[Collected data entries]
--

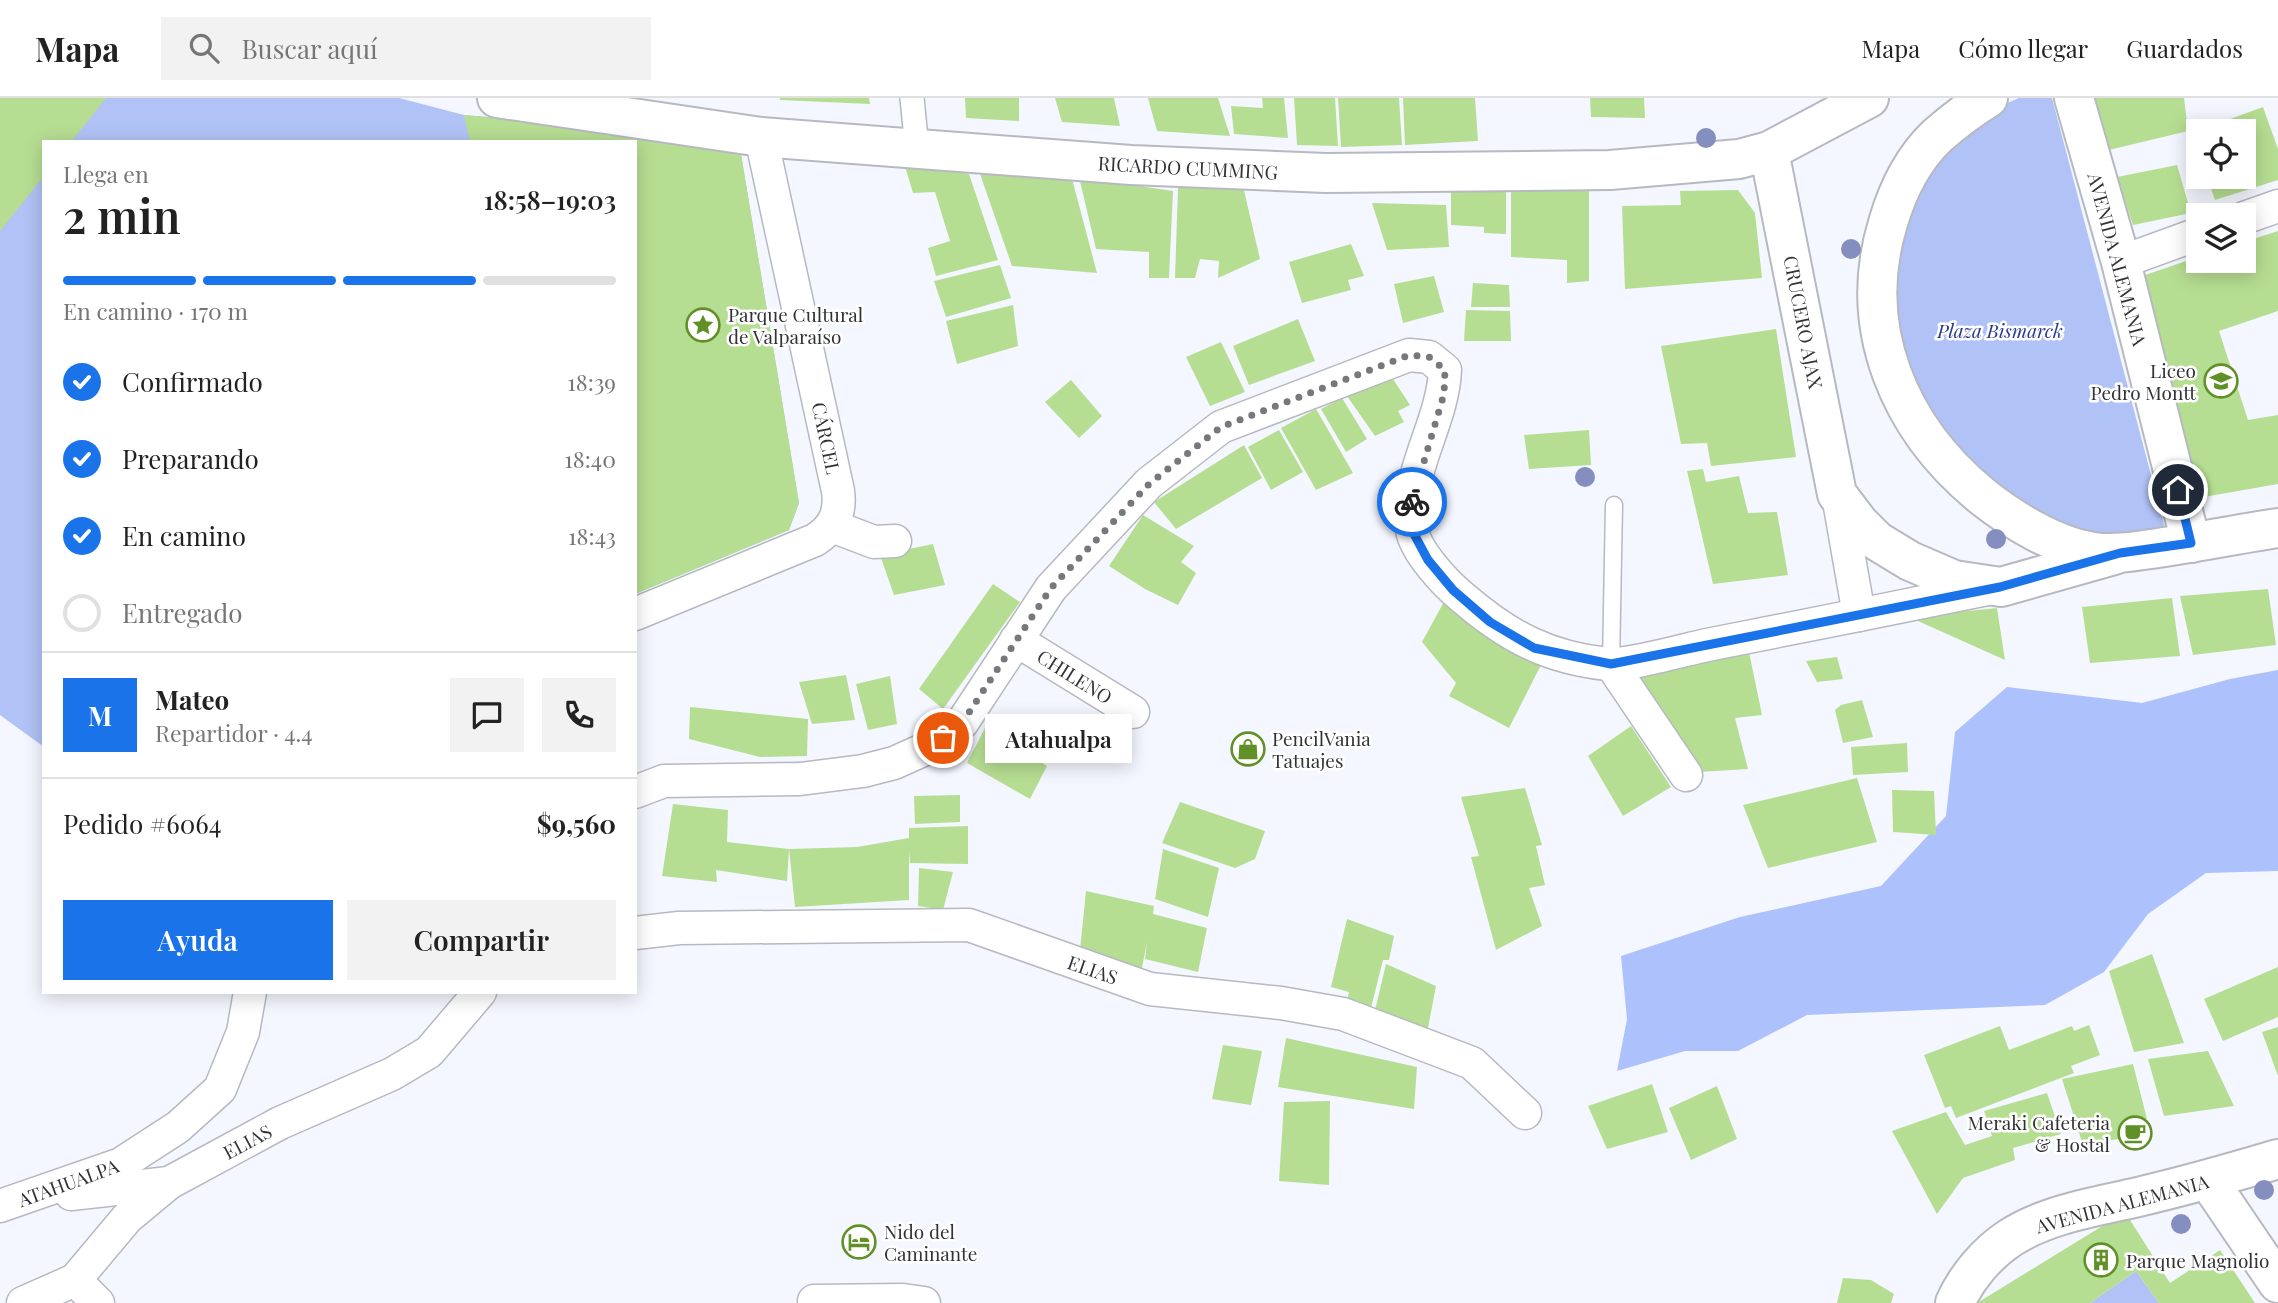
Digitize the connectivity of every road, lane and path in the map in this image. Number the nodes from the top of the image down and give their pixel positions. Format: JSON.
{"nodes":[{"id":1,"x":497,"y":98,"type":"edge"},
{"id":2,"x":912,"y":98,"type":"edge"},
{"id":3,"x":1869,"y":98,"type":"edge"},
{"id":4,"x":1988,"y":98,"type":"edge"},
{"id":5,"x":2074,"y":98,"type":"edge"},
{"id":6,"x":761,"y":137,"type":"junction"},
{"id":7,"x":916,"y":149,"type":"junction"},
{"id":8,"x":1769,"y":151,"type":"junction"},
{"id":9,"x":2278,"y":206,"type":"edge"},
{"id":10,"x":2256,"y":214,"type":"edge"},
{"id":11,"x":2186,"y":238,"type":"edge"},
{"id":12,"x":2121,"y":262,"type":"junction"},
{"id":13,"x":1837,"y":494,"type":"junction"},
{"id":14,"x":1614,"y":505,"type":"dead end"},
{"id":15,"x":832,"y":526,"type":"junction"},
{"id":16,"x":2278,"y":528,"type":"edge"},
{"id":17,"x":895,"y":541,"type":"dead end"},
{"id":18,"x":2191,"y":543,"type":"junction"},
{"id":19,"x":2120,"y":553,"type":"junction"},
{"id":20,"x":2000,"y":587,"type":"junction"},
{"id":21,"x":637,"y":613,"type":"edge"},
{"id":22,"x":1859,"y":615,"type":"junction"},
{"id":23,"x":1016,"y":640,"type":"junction"},
{"id":24,"x":1611,"y":664,"type":"junction"},
{"id":25,"x":1133,"y":712,"type":"dead end"},
{"id":26,"x":1686,"y":775,"type":"dead end"},
{"id":27,"x":637,"y":791,"type":"edge"},
{"id":28,"x":637,"y":933,"type":"edge"},
{"id":29,"x":250,"y":994,"type":"edge"},
{"id":30,"x":478,"y":994,"type":"edge"},
{"id":31,"x":1525,"y":1113,"type":"dead end"},
{"id":32,"x":2278,"y":1159,"type":"edge"},
{"id":33,"x":2208,"y":1180,"type":"junction"},
{"id":34,"x":169,"y":1183,"type":"junction"},
{"id":35,"x":31,"y":1196,"type":"junction"},
{"id":36,"x":0,"y":1206,"type":"edge"},
{"id":37,"x":75,"y":1280,"type":"junction"},
{"id":38,"x":2278,"y":1283,"type":"edge"},
{"id":39,"x":814,"y":1301,"type":"dead end"},
{"id":40,"x":23,"y":1303,"type":"edge"},
{"id":41,"x":98,"y":1303,"type":"edge"},
{"id":42,"x":924,"y":1303,"type":"edge"},
{"id":43,"x":1955,"y":1303,"type":"edge"}],
"edges":[{"from":1,"to":6,"type":"main road","name":"RICARDO CUMMING"},
{"from":2,"to":7,"type":"street"},
{"from":3,"to":8,"type":"main road","name":"RICARDO CUMMING"},
{"from":4,"to":19,"type":"main road"},
{"from":5,"to":12,"type":"main road","name":"AVENIDA ALEMANIA"},
{"from":6,"to":7,"type":"main road","name":"RICARDO CUMMING"},
{"from":6,"to":15,"type":"street","name":"CÁRCEL"},
{"from":7,"to":8,"type":"main road","name":"RICARDO CUMMING"},
{"from":8,"to":13,"type":"main road","name":"CRUCERO AJAX"},
{"from":9,"to":10,"type":"street"},
{"from":11,"to":12,"type":"street"},
{"from":12,"to":18,"type":"main road","name":"AVENIDA ALEMANIA"},
{"from":13,"to":20,"type":"main road","name":"CRUCERO AJAX"},
{"from":13,"to":22,"type":"street","name":"CRUCERO AJAX"},
{"from":14,"to":24,"type":"lane"},
{"from":15,"to":17,"type":"street"},
{"from":15,"to":21,"type":"street"},
{"from":16,"to":18,"type":"main road"},
{"from":18,"to":19,"type":"main road"},
{"from":19,"to":20,"type":"main road"},
{"from":20,"to":22,"type":"street"},
{"from":22,"to":24,"type":"street"},
{"from":23,"to":24,"type":"street"},
{"from":23,"to":25,"type":"street","name":"CHILENO"},
{"from":23,"to":27,"type":"street"},
{"from":24,"to":26,"type":"street"},
{"from":28,"to":31,"type":"street","name":"ELIAS"},
{"from":29,"to":35,"type":"street","name":"ATAHUALPA"},
{"from":30,"to":34,"type":"street","name":"ELIAS"},
{"from":32,"to":33,"type":"main road","name":"AVENIDA ALEMANIA"},
{"from":33,"to":38,"type":"main road"},
{"from":33,"to":43,"type":"main road","name":"AVENIDA ALEMANIA"},
{"from":34,"to":35,"type":"street"},
{"from":34,"to":37,"type":"street","name":"ELIAS"},
{"from":35,"to":36,"type":"street","name":"ATAHUALPA"},
{"from":37,"to":40,"type":"street","name":"ELIAS"},
{"from":37,"to":41,"type":"street"},
{"from":39,"to":42,"type":"street"}]}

--

What you have to do: Every line that contains the string "dead" should be copied from the entries.

Answer box:
{"id":14,"x":1614,"y":505,"type":"dead end"},
{"id":17,"x":895,"y":541,"type":"dead end"},
{"id":25,"x":1133,"y":712,"type":"dead end"},
{"id":26,"x":1686,"y":775,"type":"dead end"},
{"id":31,"x":1525,"y":1113,"type":"dead end"},
{"id":39,"x":814,"y":1301,"type":"dead end"},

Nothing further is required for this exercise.